Work task:
Write out the data exactly, please, and omit the pictures.

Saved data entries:
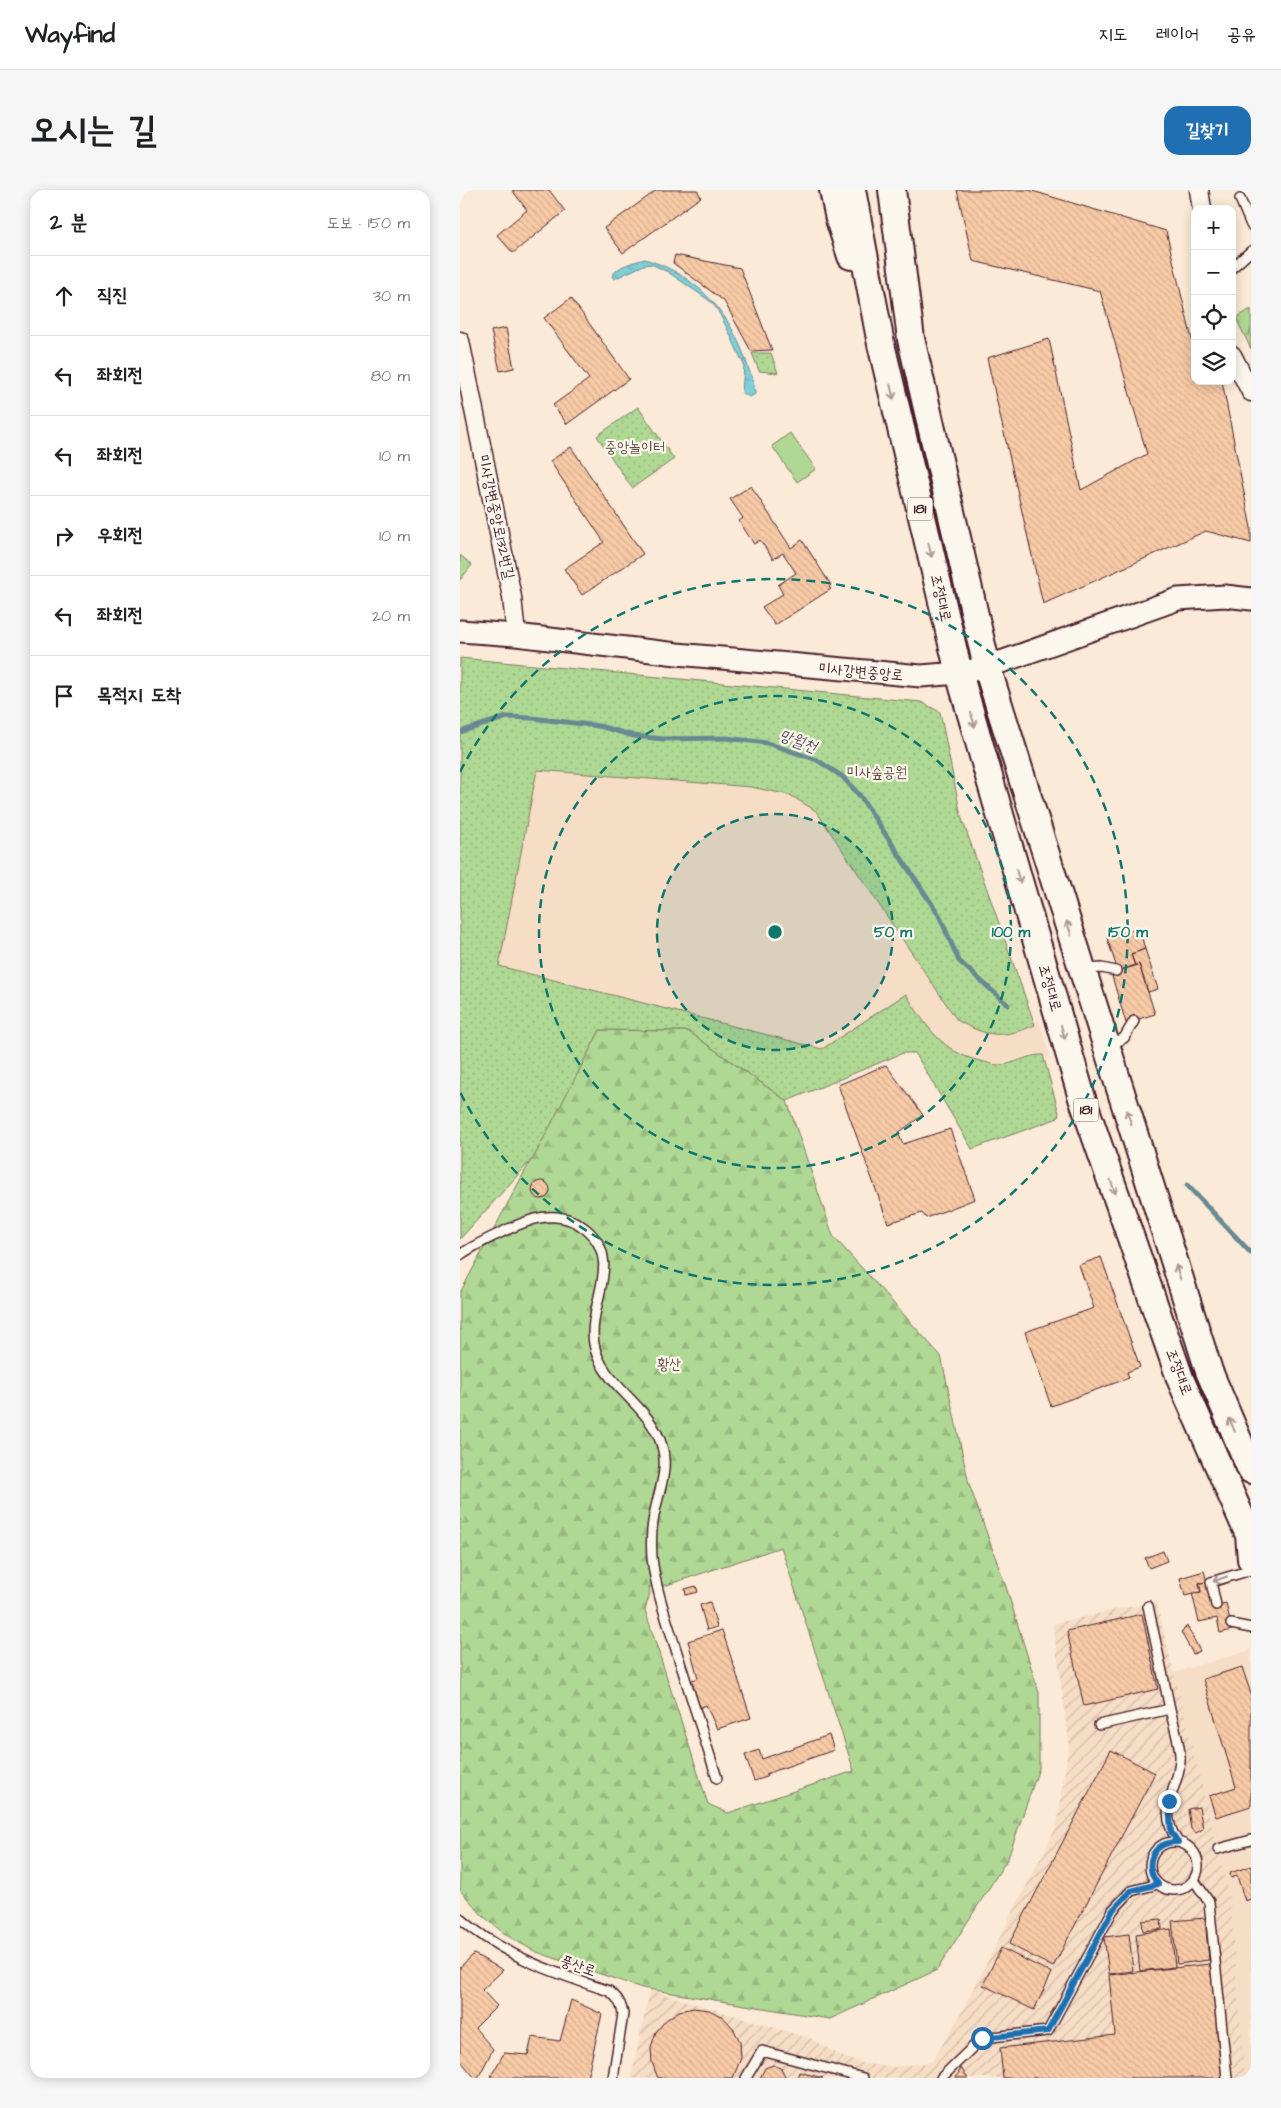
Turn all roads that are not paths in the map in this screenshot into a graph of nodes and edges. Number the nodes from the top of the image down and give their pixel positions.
1 (833, 190) edge
2 (852, 190) edge
3 (877, 190) edge
4 (892, 190) edge
5 (1199, 190) edge
6 (1240, 199) dead end
7 (1201, 205) edge
8 (1251, 225) edge
9 (1251, 251) edge
10 (1236, 264) edge
11 (911, 339) junction
12 (460, 341) edge
13 (881, 344) junction
14 (1236, 363) edge
15 (1251, 392) edge
16 (1251, 599) edge
17 (460, 631) edge
18 (516, 634) junction
19 (987, 667) junction
20 (959, 673) junction
21 (1082, 969) junction
22 (1116, 971) dead end
23 (1134, 1020) dead end
24 (1107, 1048) junction
25 (460, 1255) edge
26 (1251, 1470) edge
27 (1250, 1545) edge
28 (1251, 1570) edge
29 (1216, 1605) dead end
30 (1148, 1606) dead end
31 (1230, 1624) dead end
32 (1251, 1628) edge
33 (1170, 1708) junction
34 (1099, 1725) dead end
35 (717, 1778) dead end
36 (1251, 1840) edge
37 (1178, 1842) junction
38 (1218, 1849) dead end
39 (1194, 1880) junction
40 (1158, 1884) junction
41 (460, 1918) edge
42 (613, 2078) edge
43 (746, 2078) edge
44 (863, 2078) edge
45 (941, 2078) edge
46 (1226, 2078) edge

1 - 13 main road, 조정대로
2 - 13 main road, 조정대로 / 181
3 - 11 main road, 조정대로
4 - 11 main road, 조정대로
5 - 7 street
6 - 8 lane
9 - 10 lane
11 - 19 main road, 조정대로
12 - 18 street, 미사강변중앙로132번길
13 -> 20 main road, 조정대로 / 181
14 - 15 street
16 - 19 street, 미사강변중앙로
17 - 18 street, 미사강변중앙로
18 - 20 street, 미사강변중앙로
19 - 20 street, 미사강변중앙로
21 -> 19 main road, 조정대로
20 -> 27 main road, 조정대로 / 181
21 - 22 lane
21 - 24 main road, 조정대로
23 - 24 lane
26 -> 24 main road, 조정대로
25 - 35 lane
28 -> 29 lane
30 - 33 lane
31 - 32 lane
33 - 34 lane
33 - 37 lane
36 - 38 lane
37 - 39 lane
37 - 40 lane
39 - 40 lane
39 - 46 lane
40 - 45 lane
41 - 42 lane, 풍산로
43 - 44 lane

Written solution:
Turn all roads that are not paths in the map in this screenshot into a graph of nodes and edges. Number the nodes from the top of the image down and give their pixel positions.
1 (833, 190) edge
2 (852, 190) edge
3 (877, 190) edge
4 (892, 190) edge
5 (1199, 190) edge
6 (1240, 199) dead end
7 (1201, 205) edge
8 (1251, 225) edge
9 (1251, 251) edge
10 (1236, 264) edge
11 (911, 339) junction
12 (460, 341) edge
13 (881, 344) junction
14 (1236, 363) edge
15 (1251, 392) edge
16 (1251, 599) edge
17 (460, 631) edge
18 (516, 634) junction
19 (987, 667) junction
20 (959, 673) junction
21 (1082, 969) junction
22 (1116, 971) dead end
23 (1134, 1020) dead end
24 (1107, 1048) junction
25 (460, 1255) edge
26 (1251, 1470) edge
27 (1250, 1545) edge
28 (1251, 1570) edge
29 (1216, 1605) dead end
30 (1148, 1606) dead end
31 (1230, 1624) dead end
32 (1251, 1628) edge
33 (1170, 1708) junction
34 (1099, 1725) dead end
35 (717, 1778) dead end
36 (1251, 1840) edge
37 (1178, 1842) junction
38 (1218, 1849) dead end
39 (1194, 1880) junction
40 (1158, 1884) junction
41 (460, 1918) edge
42 (613, 2078) edge
43 (746, 2078) edge
44 (863, 2078) edge
45 (941, 2078) edge
46 (1226, 2078) edge

1 - 13 main road, 조정대로
2 - 13 main road, 조정대로 / 181
3 - 11 main road, 조정대로
4 - 11 main road, 조정대로
5 - 7 street
6 - 8 lane
9 - 10 lane
11 - 19 main road, 조정대로
12 - 18 street, 미사강변중앙로132번길
13 -> 20 main road, 조정대로 / 181
14 - 15 street
16 - 19 street, 미사강변중앙로
17 - 18 street, 미사강변중앙로
18 - 20 street, 미사강변중앙로
19 - 20 street, 미사강변중앙로
21 -> 19 main road, 조정대로
20 -> 27 main road, 조정대로 / 181
21 - 22 lane
21 - 24 main road, 조정대로
23 - 24 lane
26 -> 24 main road, 조정대로
25 - 35 lane
28 -> 29 lane
30 - 33 lane
31 - 32 lane
33 - 34 lane
33 - 37 lane
36 - 38 lane
37 - 39 lane
37 - 40 lane
39 - 40 lane
39 - 46 lane
40 - 45 lane
41 - 42 lane, 풍산로
43 - 44 lane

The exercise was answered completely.